*** Opening RECORDS TO USE ***
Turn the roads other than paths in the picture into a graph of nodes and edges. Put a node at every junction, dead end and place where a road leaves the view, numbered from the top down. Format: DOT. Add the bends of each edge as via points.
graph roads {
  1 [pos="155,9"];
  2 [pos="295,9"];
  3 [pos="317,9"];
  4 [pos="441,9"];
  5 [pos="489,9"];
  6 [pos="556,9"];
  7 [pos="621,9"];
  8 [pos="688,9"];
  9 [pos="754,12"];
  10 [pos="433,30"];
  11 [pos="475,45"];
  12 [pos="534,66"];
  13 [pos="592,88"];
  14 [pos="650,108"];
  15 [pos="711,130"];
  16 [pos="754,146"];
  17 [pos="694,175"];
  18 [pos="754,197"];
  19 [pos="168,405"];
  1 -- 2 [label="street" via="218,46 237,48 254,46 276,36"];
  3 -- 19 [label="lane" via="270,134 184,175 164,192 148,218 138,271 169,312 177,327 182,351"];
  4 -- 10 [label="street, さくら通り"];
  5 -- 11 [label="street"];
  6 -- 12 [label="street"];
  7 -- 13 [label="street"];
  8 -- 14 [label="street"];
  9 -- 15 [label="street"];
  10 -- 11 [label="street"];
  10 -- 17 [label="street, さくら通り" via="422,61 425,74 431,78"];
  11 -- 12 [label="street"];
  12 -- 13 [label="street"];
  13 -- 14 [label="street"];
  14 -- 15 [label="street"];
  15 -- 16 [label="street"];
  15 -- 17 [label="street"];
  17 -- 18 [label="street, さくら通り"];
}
*** Closing RECORDS TO USE ***
● TASK INSTRUCTIONS
Please output every line shown above exactly.

● WRITTEN SOLUTION
Turn the roads other than paths in the picture into a graph of nodes and edges. Put a node at every junction, dead end and place where a road leaves the view, numbered from the top down. Format: DOT. Add the bends of each edge as via points.
graph roads {
  1 [pos="155,9"];
  2 [pos="295,9"];
  3 [pos="317,9"];
  4 [pos="441,9"];
  5 [pos="489,9"];
  6 [pos="556,9"];
  7 [pos="621,9"];
  8 [pos="688,9"];
  9 [pos="754,12"];
  10 [pos="433,30"];
  11 [pos="475,45"];
  12 [pos="534,66"];
  13 [pos="592,88"];
  14 [pos="650,108"];
  15 [pos="711,130"];
  16 [pos="754,146"];
  17 [pos="694,175"];
  18 [pos="754,197"];
  19 [pos="168,405"];
  1 -- 2 [label="street" via="218,46 237,48 254,46 276,36"];
  3 -- 19 [label="lane" via="270,134 184,175 164,192 148,218 138,271 169,312 177,327 182,351"];
  4 -- 10 [label="street, さくら通り"];
  5 -- 11 [label="street"];
  6 -- 12 [label="street"];
  7 -- 13 [label="street"];
  8 -- 14 [label="street"];
  9 -- 15 [label="street"];
  10 -- 11 [label="street"];
  10 -- 17 [label="street, さくら通り" via="422,61 425,74 431,78"];
  11 -- 12 [label="street"];
  12 -- 13 [label="street"];
  13 -- 14 [label="street"];
  14 -- 15 [label="street"];
  15 -- 16 [label="street"];
  15 -- 17 [label="street"];
  17 -- 18 [label="street, さくら通り"];
}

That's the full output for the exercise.